I don’t imagine anyone beside me being interesting in making a version 1-, 2-, or 3- of the Forever Book – that is a book made from mulberry bark and soot ink. But I can imagine many people being interesting in making up a version 4 Forever Book. They would spend years carefully studying, selecting and balancing the content of books, video, music, knowledge, websites that would entail a self-replicating library embedded in a modern media. The popularity of lists on Amazon, bibliographies, and lists of links on blogs and elsewhere attests to the appeal of making the Grand List of Most Essential Knowledge. Their ultimate list of sources would have to enable any reasonable person studying the material to reconstruct at the very least the medium of the list itself and to reproduce the contents of the list. This is a big job, one that gets more difficult as the media becomes more sophisticated. (Imagine the instructions need to teach someone to build a DVD). And of course the library of what we know expands every day.

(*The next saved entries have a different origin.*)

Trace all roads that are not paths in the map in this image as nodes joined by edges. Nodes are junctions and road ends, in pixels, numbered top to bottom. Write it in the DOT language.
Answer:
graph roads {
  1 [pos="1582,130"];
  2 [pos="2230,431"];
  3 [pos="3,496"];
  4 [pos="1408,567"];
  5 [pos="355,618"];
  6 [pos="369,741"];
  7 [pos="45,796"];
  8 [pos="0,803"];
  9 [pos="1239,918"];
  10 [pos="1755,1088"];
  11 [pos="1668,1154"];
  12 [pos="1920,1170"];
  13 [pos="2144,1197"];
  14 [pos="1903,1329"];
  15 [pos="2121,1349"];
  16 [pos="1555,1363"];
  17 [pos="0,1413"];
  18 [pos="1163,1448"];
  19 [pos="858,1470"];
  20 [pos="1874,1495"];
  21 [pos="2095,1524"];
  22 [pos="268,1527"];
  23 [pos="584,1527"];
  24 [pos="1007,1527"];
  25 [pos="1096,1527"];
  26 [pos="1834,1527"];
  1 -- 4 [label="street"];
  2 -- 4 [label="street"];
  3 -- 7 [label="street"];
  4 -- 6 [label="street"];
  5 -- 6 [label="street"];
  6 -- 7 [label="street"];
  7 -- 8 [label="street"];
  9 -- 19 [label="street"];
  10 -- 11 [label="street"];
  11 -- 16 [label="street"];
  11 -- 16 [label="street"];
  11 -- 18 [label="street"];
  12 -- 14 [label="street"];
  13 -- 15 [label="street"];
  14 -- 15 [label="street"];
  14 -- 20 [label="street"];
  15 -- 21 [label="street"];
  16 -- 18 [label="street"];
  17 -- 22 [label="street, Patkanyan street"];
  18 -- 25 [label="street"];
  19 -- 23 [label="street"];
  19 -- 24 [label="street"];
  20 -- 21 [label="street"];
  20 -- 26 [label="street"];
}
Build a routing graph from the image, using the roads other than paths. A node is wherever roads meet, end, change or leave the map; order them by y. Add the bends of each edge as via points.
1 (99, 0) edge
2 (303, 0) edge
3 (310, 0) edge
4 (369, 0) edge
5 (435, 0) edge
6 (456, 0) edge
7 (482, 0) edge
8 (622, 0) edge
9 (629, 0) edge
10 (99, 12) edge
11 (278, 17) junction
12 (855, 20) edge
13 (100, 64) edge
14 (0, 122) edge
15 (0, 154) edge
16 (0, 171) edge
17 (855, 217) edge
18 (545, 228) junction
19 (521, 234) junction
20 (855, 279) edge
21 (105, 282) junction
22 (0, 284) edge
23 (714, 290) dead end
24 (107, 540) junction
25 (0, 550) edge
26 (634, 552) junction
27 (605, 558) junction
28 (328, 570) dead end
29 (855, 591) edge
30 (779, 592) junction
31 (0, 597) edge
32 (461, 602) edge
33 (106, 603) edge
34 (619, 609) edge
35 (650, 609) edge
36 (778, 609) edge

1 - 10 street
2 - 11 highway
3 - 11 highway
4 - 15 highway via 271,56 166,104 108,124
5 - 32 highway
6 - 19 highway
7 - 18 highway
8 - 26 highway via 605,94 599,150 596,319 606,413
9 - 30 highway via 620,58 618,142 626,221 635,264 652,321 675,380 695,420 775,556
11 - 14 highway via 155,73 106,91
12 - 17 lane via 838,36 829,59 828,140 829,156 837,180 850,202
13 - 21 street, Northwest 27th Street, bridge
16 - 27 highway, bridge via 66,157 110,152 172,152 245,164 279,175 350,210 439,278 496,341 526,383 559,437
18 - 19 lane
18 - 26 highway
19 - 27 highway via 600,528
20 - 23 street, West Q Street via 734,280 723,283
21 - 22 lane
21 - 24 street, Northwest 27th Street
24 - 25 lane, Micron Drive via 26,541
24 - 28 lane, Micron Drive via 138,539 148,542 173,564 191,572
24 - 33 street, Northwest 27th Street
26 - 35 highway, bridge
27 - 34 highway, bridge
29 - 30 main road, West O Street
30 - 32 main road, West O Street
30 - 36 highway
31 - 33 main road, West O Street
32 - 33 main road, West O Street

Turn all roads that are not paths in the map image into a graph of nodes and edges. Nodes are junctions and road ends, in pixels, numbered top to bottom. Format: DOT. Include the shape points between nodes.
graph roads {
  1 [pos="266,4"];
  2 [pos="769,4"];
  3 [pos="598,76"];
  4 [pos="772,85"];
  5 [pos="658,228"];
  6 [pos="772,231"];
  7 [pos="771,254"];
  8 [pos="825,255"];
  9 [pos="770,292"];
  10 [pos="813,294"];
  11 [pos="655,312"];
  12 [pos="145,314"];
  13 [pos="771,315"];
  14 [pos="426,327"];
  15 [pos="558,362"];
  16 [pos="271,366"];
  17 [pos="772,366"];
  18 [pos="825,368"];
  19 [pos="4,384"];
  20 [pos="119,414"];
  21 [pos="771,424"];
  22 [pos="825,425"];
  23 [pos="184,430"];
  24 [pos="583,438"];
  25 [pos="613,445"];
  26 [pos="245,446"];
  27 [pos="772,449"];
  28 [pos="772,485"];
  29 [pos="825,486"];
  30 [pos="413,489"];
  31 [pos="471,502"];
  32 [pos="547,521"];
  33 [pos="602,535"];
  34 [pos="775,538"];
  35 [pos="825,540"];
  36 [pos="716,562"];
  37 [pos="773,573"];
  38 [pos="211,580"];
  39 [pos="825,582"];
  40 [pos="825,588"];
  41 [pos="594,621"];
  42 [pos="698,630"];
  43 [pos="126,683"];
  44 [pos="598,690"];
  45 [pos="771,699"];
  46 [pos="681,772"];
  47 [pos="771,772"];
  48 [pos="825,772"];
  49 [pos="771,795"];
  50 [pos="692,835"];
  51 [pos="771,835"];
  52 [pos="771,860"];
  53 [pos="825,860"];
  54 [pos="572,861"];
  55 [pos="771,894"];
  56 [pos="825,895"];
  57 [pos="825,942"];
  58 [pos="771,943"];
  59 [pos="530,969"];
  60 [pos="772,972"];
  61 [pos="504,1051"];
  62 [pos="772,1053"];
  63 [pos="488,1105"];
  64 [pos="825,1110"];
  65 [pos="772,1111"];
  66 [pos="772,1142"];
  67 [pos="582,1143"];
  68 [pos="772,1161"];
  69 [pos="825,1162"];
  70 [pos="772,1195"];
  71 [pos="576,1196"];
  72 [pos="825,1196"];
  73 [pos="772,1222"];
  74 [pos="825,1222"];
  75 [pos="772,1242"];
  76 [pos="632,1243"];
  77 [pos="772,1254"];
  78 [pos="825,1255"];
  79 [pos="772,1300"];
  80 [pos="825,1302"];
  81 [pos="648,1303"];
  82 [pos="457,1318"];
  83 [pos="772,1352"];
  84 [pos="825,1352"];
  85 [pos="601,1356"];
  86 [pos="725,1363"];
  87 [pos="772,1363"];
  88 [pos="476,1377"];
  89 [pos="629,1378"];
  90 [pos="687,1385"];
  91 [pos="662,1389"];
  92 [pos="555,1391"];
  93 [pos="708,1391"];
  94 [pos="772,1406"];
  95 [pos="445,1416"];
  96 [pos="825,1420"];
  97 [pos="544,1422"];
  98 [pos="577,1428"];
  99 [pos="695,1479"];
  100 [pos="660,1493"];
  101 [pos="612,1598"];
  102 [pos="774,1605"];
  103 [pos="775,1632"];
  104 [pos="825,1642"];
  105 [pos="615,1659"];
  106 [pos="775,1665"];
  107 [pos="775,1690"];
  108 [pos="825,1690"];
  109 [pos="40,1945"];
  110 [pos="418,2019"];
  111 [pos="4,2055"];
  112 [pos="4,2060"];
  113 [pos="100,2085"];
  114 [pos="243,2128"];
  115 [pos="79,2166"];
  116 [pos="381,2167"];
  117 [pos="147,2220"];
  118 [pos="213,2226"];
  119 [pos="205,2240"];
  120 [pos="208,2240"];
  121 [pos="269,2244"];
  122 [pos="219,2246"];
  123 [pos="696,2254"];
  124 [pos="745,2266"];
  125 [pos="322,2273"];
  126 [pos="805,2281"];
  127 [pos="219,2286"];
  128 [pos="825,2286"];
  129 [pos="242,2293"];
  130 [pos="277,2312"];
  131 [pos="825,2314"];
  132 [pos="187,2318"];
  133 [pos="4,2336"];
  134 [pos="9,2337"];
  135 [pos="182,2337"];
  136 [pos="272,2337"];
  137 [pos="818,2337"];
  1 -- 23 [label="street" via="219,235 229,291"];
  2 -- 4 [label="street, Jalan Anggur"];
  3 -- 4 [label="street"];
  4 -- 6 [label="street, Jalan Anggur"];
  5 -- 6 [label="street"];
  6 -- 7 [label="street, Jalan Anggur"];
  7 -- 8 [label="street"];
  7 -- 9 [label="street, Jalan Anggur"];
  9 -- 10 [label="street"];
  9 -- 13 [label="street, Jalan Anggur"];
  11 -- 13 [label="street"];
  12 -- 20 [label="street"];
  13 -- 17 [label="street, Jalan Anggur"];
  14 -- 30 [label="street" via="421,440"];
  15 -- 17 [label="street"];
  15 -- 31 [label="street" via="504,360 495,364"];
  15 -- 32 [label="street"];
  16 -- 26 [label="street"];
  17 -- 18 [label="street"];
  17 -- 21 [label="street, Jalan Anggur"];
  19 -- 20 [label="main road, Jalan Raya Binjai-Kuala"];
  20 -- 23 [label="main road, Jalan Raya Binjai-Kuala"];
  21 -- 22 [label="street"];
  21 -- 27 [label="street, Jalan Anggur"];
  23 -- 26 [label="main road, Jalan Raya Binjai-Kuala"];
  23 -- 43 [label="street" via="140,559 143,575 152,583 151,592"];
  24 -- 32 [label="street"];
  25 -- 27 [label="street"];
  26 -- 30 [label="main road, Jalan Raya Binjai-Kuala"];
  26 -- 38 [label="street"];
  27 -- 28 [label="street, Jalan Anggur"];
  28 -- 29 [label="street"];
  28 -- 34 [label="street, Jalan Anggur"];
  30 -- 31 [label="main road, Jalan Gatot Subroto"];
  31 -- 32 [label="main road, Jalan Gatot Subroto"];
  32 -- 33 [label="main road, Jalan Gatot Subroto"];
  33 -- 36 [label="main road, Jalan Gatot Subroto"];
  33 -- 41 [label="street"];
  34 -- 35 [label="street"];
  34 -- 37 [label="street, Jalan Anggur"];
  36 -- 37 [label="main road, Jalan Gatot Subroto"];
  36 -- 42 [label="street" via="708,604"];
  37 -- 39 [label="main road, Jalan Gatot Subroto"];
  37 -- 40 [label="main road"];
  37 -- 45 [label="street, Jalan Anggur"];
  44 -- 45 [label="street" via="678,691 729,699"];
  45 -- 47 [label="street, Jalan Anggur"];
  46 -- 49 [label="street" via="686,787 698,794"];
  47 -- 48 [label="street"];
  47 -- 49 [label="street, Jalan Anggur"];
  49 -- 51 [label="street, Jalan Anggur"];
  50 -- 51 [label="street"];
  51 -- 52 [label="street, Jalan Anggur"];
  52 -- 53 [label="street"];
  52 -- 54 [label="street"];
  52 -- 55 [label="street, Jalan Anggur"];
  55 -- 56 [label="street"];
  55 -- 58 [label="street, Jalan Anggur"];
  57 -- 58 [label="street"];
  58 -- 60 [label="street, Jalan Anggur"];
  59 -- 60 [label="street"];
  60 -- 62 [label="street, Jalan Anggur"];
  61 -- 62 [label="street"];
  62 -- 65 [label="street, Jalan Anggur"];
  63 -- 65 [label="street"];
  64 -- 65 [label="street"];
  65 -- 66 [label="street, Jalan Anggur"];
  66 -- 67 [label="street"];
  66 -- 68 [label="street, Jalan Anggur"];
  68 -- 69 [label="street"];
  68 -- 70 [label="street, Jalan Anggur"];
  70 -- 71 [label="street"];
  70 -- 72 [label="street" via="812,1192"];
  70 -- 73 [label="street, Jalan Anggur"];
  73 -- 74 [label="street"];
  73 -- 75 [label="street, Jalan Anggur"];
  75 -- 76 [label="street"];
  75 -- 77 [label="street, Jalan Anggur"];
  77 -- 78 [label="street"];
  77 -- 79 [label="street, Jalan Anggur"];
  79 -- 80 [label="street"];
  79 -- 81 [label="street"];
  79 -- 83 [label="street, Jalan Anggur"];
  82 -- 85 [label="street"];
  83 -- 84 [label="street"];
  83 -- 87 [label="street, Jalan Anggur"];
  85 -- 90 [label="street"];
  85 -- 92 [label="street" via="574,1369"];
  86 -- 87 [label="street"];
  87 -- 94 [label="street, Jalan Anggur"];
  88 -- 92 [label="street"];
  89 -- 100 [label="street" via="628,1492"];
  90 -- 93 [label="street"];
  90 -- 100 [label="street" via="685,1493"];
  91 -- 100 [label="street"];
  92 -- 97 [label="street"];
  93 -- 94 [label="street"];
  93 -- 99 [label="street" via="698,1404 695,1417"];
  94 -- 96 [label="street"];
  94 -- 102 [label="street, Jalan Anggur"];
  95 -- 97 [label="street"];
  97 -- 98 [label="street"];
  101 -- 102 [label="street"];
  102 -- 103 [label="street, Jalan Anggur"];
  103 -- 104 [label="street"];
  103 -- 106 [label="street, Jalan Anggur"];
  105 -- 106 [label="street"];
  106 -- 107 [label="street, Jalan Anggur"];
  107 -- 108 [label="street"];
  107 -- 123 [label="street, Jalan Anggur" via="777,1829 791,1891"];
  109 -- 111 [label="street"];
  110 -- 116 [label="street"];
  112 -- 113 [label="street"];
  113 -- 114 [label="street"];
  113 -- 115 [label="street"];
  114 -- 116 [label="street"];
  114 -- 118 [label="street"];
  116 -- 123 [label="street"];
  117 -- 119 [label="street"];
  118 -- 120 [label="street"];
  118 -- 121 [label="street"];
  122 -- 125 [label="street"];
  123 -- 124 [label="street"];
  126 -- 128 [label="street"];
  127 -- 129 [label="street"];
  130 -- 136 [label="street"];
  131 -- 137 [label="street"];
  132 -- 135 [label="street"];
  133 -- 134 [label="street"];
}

However the real challenge to constructing a deep Forever Book of the technium is that I suspect that most of the knowledge require to reconstruct technology is not even recorded. There is a vast amount of implicit knowledge in expert’s head which is passed on in the factory or office and not all at documented, especially in a library. Extracting such fundamental knowledge may not be possible for amateurs.

Yet I can imagine the Forever Book project becoming an enthusiast’s passion, with personal versions shared and admired. “Wanna see my version of a Forever Book?” Who else is going to take such a wide cross-disciplinarian view of what we know? Who else will try to reconstruct the steps needed to arrive where we now are?

A Forever Book also can serve as a pedagogical device, too. As Stewart Brand said about the idea: “The appeal here is that every new human, through their education, in effect restarts—or at least rediscovers—civilization.” Trying to assemble and working through the elements of a civilization-restart manual is potentially the best education there could possibly be.

I can imagine the Forever Book League, which is an elite meritocracy, a club whose members have all achieved the following:

1) Every member has created his/her version of a Forever Book which contains instructions for making at least 100 copies of itself. AND
2) At least one recipient of those copies has made a second generation copy.

One could speculate there would be “races” between libraries. The way to win is to be clear, logical, and orderly enough in constructing your Forever Book so that someone else could make your “book” by following your book. This is a race to the second generation.

This encourages trans-generational communication because a prospective member of the Forever Book League can’t gain entrance unless they secure evidence that a second generational participant has succeeded. (There may be an additional motivation needed for second generation makers to communicate with the first generation makers.) I’d like to be a member of the Forever Book League. If this idea appeals to you as well, let me know.